Data records
-----

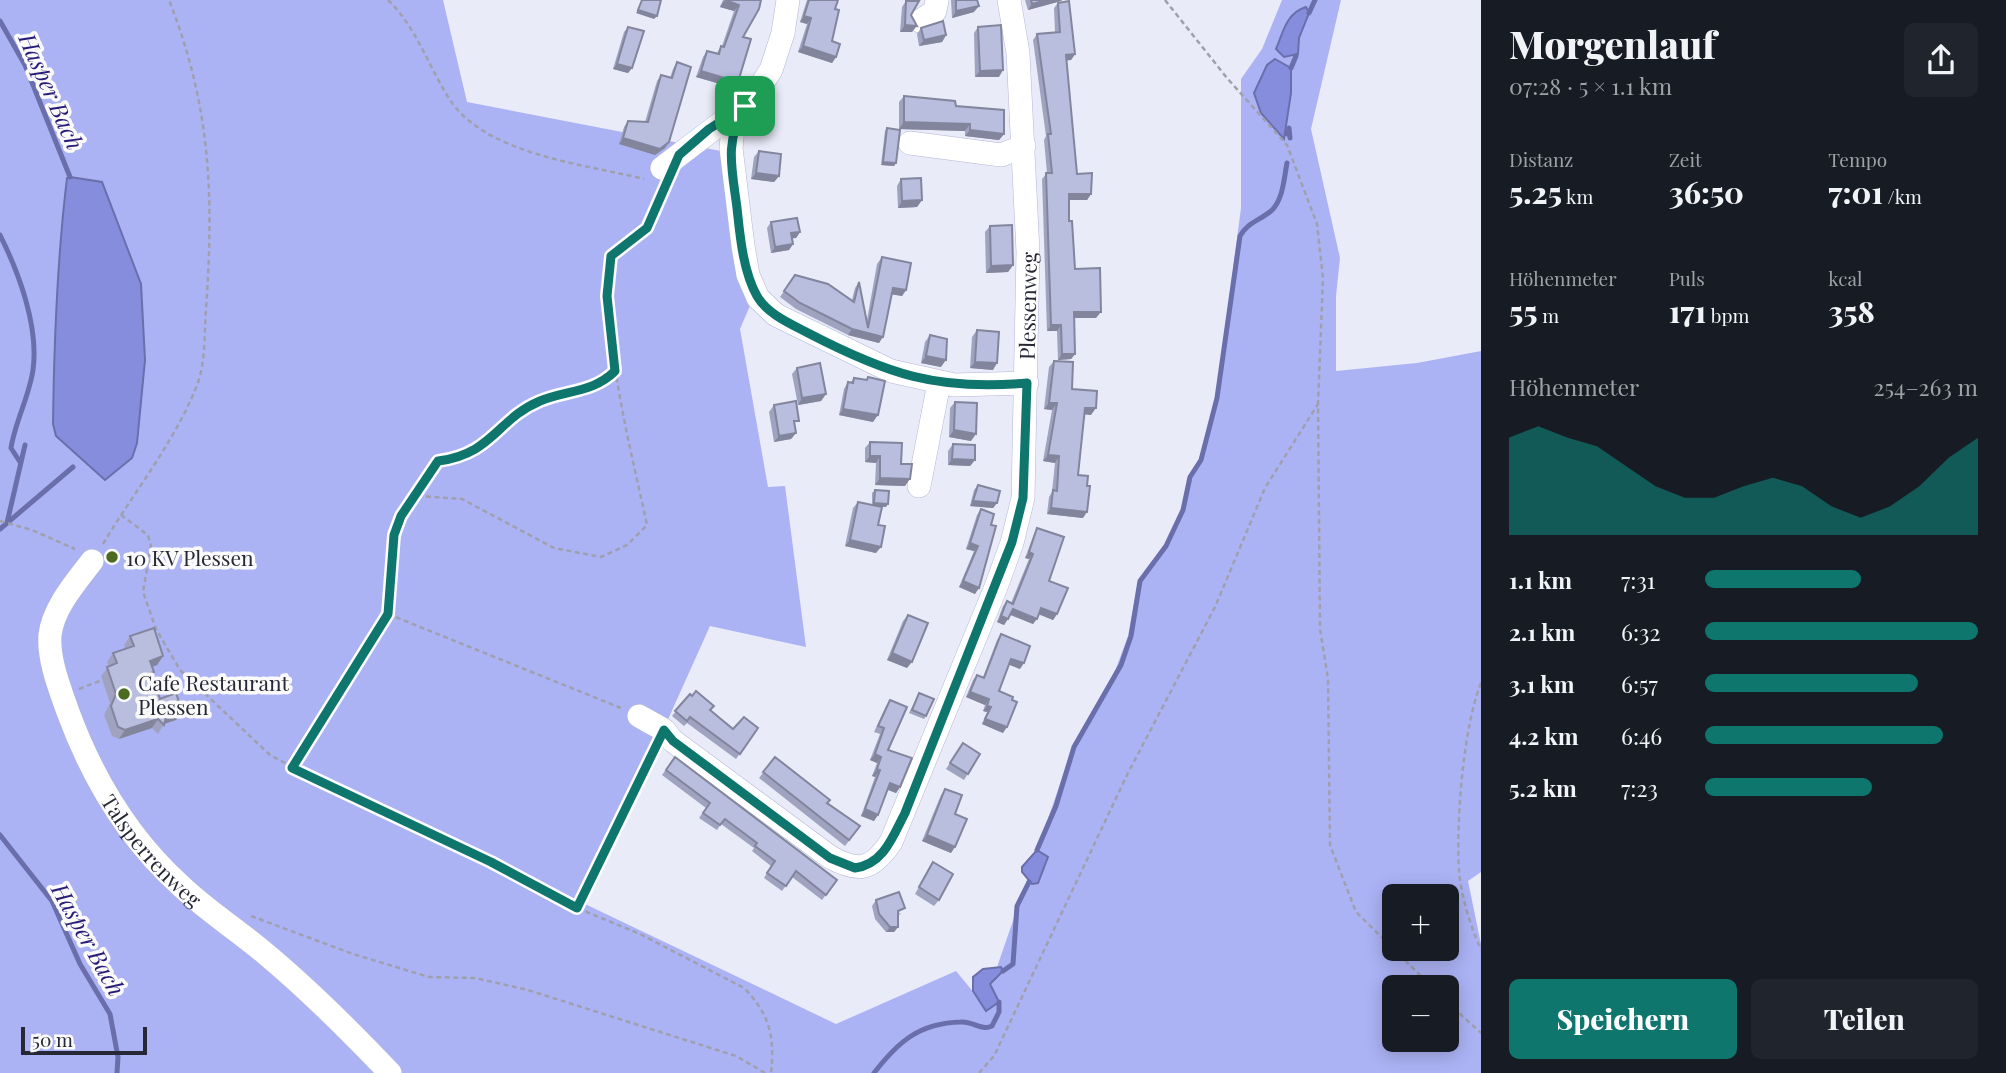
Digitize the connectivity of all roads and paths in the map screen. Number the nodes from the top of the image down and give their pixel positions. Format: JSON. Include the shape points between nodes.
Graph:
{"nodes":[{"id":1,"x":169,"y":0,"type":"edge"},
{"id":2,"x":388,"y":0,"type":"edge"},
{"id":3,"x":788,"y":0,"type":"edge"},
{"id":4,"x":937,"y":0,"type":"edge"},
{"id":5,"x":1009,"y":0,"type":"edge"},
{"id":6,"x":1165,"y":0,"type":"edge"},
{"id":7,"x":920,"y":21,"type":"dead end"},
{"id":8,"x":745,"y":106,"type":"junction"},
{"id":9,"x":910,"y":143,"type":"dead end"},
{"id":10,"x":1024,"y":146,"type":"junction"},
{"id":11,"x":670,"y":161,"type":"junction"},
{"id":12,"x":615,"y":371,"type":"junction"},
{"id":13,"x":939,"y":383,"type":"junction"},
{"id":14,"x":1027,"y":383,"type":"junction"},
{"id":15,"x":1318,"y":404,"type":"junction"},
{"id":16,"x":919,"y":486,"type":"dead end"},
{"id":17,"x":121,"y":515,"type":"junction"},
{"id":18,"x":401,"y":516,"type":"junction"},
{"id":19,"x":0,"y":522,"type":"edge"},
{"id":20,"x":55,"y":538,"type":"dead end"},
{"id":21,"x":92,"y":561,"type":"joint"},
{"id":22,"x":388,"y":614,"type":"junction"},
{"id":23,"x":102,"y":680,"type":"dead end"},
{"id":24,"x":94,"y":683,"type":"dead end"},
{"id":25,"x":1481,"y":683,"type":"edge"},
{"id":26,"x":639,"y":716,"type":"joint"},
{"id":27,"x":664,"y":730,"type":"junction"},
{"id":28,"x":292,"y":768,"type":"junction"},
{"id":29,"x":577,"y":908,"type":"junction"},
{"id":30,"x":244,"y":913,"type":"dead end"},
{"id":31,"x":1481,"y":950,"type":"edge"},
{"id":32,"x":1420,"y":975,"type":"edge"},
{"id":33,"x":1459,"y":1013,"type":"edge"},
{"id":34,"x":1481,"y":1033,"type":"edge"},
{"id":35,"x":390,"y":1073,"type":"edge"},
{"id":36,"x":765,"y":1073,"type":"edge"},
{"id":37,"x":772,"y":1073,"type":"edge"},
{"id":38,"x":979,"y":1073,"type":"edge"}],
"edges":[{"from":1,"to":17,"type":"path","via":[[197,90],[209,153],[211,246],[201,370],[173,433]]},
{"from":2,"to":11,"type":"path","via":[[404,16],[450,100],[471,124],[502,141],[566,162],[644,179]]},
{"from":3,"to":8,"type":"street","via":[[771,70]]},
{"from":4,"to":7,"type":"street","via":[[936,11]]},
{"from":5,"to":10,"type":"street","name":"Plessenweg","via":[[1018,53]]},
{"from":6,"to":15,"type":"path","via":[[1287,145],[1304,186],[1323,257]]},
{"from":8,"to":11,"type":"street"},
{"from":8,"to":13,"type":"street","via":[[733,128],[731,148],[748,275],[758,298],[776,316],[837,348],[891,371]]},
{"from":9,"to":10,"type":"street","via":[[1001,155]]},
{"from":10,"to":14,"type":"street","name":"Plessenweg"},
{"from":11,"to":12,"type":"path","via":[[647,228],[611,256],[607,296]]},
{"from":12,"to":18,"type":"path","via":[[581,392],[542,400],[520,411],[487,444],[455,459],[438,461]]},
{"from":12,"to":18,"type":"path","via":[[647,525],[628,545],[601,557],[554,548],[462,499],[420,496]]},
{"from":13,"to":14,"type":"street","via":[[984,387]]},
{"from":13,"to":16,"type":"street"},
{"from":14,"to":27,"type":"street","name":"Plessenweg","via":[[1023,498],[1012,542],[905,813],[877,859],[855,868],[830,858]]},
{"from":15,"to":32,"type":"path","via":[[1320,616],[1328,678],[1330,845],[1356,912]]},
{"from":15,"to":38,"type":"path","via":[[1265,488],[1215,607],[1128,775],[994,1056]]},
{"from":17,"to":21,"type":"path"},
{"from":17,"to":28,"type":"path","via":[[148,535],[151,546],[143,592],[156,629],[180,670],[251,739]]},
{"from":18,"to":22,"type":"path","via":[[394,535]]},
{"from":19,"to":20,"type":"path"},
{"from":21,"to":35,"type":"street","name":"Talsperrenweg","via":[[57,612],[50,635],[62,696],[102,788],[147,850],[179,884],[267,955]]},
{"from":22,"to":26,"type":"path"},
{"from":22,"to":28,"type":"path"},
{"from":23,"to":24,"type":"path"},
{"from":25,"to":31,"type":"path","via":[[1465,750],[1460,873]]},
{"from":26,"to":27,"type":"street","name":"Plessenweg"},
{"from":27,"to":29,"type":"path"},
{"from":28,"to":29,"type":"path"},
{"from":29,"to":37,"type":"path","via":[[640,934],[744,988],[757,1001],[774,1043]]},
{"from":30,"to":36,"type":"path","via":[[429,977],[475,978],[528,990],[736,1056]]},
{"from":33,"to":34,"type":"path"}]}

-----

Instructions for the task
Write out every line from the data above that includes "Plessenweg".

Output for this task
{"from":5,"to":10,"type":"street","name":"Plessenweg","via":[[1018,53]]},
{"from":10,"to":14,"type":"street","name":"Plessenweg"},
{"from":14,"to":27,"type":"street","name":"Plessenweg","via":[[1023,498],[1012,542],[905,813],[877,859],[855,868],[830,858]]},
{"from":26,"to":27,"type":"street","name":"Plessenweg"},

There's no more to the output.